Televizyonların ve sosyal medyanın da etkisiyle tesettürün günümüzden dinin bir gereği olmaktan çıkarak adeta bir moda haline geldiğini söyleyen Selçuklu İlçe Müftüsü Nusret Karabiber, bu yanlış algılamanın İslam’ı doğru bir biçimde yaşayıp gençlere örnek olmakla aşılabileceğini söyledi.

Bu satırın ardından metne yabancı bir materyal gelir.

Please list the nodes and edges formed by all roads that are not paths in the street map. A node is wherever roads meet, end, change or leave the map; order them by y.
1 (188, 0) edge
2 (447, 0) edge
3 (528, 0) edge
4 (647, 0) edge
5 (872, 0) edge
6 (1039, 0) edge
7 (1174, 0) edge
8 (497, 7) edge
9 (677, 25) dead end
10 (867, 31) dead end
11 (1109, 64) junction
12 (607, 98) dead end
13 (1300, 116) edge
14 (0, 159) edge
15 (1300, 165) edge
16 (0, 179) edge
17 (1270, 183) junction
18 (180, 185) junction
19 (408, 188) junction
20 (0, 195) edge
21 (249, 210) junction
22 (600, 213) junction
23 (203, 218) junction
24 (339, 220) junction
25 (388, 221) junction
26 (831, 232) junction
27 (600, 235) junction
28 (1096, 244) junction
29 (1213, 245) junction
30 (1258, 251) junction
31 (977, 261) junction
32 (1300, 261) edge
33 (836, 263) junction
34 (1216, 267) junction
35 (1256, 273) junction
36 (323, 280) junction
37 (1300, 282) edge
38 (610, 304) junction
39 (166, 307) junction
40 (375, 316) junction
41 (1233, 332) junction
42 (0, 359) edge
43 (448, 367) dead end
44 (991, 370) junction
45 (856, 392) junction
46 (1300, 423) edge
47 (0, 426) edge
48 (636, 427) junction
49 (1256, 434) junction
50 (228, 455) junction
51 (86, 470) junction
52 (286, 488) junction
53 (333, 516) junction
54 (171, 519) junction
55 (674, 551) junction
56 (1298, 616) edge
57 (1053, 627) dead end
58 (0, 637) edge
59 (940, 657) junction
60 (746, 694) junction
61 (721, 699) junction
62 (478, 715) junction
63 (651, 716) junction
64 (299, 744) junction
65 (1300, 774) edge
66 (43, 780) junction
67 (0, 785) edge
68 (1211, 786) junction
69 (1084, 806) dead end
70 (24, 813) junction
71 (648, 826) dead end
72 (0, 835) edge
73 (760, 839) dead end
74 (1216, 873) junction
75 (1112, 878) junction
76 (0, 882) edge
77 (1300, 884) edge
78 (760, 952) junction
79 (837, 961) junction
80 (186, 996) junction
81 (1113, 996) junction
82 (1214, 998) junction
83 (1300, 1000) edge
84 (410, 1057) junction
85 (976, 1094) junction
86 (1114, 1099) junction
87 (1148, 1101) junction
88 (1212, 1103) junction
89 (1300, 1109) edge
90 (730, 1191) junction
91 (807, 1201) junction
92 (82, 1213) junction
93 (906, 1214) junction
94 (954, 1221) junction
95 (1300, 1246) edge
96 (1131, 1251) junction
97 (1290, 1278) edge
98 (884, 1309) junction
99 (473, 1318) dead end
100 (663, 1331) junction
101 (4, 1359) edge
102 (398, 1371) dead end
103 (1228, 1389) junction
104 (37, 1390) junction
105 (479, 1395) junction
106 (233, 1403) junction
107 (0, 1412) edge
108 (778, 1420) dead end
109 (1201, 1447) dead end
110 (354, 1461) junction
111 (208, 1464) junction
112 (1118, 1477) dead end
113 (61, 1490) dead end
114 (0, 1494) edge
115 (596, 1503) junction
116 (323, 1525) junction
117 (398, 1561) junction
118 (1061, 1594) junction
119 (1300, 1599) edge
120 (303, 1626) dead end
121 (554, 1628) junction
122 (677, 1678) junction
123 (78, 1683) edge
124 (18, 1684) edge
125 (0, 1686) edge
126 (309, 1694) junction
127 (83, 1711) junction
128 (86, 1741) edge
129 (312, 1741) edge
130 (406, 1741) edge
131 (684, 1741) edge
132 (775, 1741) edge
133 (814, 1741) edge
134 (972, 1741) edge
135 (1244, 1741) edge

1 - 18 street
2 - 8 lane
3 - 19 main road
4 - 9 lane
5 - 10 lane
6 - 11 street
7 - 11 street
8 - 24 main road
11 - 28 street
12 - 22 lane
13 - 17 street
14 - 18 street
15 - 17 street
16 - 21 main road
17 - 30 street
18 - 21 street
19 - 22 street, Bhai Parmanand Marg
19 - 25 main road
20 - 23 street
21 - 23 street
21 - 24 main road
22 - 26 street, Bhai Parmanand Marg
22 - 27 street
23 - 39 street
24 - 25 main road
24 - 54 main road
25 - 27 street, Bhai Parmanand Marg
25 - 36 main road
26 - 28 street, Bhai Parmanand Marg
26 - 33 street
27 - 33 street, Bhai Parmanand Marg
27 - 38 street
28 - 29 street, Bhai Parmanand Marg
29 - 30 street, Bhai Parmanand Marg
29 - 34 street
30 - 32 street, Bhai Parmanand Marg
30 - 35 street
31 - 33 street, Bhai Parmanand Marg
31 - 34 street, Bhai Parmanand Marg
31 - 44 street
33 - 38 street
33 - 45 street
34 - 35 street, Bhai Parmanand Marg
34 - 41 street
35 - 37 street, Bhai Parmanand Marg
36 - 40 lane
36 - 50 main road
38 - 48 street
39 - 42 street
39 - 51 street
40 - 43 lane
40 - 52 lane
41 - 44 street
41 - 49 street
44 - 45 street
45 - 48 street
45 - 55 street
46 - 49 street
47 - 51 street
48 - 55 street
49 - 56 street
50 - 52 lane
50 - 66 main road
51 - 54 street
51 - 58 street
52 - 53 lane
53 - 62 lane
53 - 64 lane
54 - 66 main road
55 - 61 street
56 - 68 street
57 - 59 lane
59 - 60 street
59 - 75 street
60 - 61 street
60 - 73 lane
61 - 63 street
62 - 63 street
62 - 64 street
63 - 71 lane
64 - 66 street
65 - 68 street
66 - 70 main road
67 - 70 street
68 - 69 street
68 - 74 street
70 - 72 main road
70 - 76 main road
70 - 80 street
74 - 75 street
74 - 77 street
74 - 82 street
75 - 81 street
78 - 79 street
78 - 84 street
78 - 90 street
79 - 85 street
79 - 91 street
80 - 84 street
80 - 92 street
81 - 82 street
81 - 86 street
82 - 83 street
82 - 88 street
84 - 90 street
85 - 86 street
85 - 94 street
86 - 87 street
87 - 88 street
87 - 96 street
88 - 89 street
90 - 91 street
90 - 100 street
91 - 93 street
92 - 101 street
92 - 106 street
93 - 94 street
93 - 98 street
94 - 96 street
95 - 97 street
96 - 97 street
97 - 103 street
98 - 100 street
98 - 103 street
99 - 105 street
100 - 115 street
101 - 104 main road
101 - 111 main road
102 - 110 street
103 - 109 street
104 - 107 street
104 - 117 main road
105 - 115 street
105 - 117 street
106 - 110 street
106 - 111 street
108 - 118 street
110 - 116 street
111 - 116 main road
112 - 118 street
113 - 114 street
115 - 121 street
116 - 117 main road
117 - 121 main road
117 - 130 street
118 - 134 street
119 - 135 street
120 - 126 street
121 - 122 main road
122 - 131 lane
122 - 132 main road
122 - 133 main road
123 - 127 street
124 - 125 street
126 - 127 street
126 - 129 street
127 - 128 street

Son zamanlarda tesettürün İslam’ın bir gereği olmaktan çıkarak bir moda haline geldiğini ifade eden Selçuklu İlçe Müftüsü Nusret Karabiber, ‘’Rabbimiz tesettür hakkında başlarınızı örtün demiştir. Bazıları ise bu baş örtülmesi meselesini boynun ve omzun örtülmesi olarak anlıyorlar. Kişi namazdayken açık olabilecek yerleri el, yüz ve ayaklardır. Hz. Peygamberin de eşlerinin giyiniş şekilleri örnek olmalıdır. Onlar yabancılarla perde arkasından konuşurlardı. Bir yerden bir yere giderlerken devenin üzerinde bir çadır kurarak onun içinde seyahat ederlerdi. Sahabeler döneminde mümine kardeşlerimiz geniş elbiseler giyerlerdi. Kız çocuklarımız, kardeşlerimiz de bugün vücut hatlarını belli etmeyecek elbiseler giymeleri gerekiyor. Erkeklerin ise diz kapakları ve göbek arasını örtmeleri ve yine bu bölgede vücut hatlarını belli olmayacağı şekilde giyinmeleri gerekiyor. Maalesef bugün giymiş olduğumuz kıyafetlerin çoğu adı tesettür ancak ne kadar tesettüre uygun tartışılır. Namazda nasıl giyiniyorsak yani Rabbimizin huzuruna nasıl çıkıyorsak dışarıya da aynı şekilde çıkmamız gerekir. Bazıları sadece kabristanlarda başlarını örtüyor. Tesettür ölüler için değil hayattakiler için olmalıdır. Bizim tavsiyemiz her mümine kardeşimiz giymiş olduğu giysilerin dar kalıp olanlarını değil, geniş kalıp olanları tercih etmeleridir. ‘’şeklinde konuştu.
TV VE SOSYAL MEDYA ÇAĞIMIZIN VEBASI
Gençlerimize İslam’ı en güzel yaşayarak anlatabileceklerini aktaran Nusret Karabiber, ‘’Bizim bağlı bulunduğumuz Hanefi mezhebinde el ve yüz dışında kalan yerlerin örtülmesi gerekiyor. Bu mahrem olanlara mahsustur. Mahrem olmadığı takdirde annenin, babanın, kardeşin yanında başını açmasında bir mahsur yoktur. Bu kurallar yabancı erkeklere karşı uygulanır. Kadın kadının yanında başını açabilir. Başörtüsü ne kadar farzsa elin, kolun, boynun da kapatılması gereklidir. Bir kardeşimiz bacağını açmış başını da açsın diyemeyiz. Bu bir merhaledir gerisini de getirmesi beklenmelidir. Dar etek giyilmemeli ancak dar etek giymiş başını da açsın diyemeyiz. Bu vicdansızlık olur. Haramın asgari düzeye indirinceye kadar çalışmalıyız. Birisine zekât vermiyorsun namaz da kılma diyebilir miyiz? Namaz ayrı bir farzdır, zekât ayrı bir farzdır. Zekâtını da verecek, namazını da kılacak, orucunu da tutacak. Hanım kardeşlerimizin ellerinden geldiğince tesettüre riayet etmeleri gerekiyor. Günümüzde çok şükür her evde bir İslam ilmihali vardır. Ayrıca kadınların örtülmesi ile ilgili de birçok eser bulunuyor. İnternete baktığımız kadar bu kitaplara da baksak sorunlar ortadan kalkacak ama günümüzde konuşmak var, icraat yok. Her Müslümanın bildiklerini yaşantısına dökmesi gerekiyor. ‘’ifadelerini kullandı.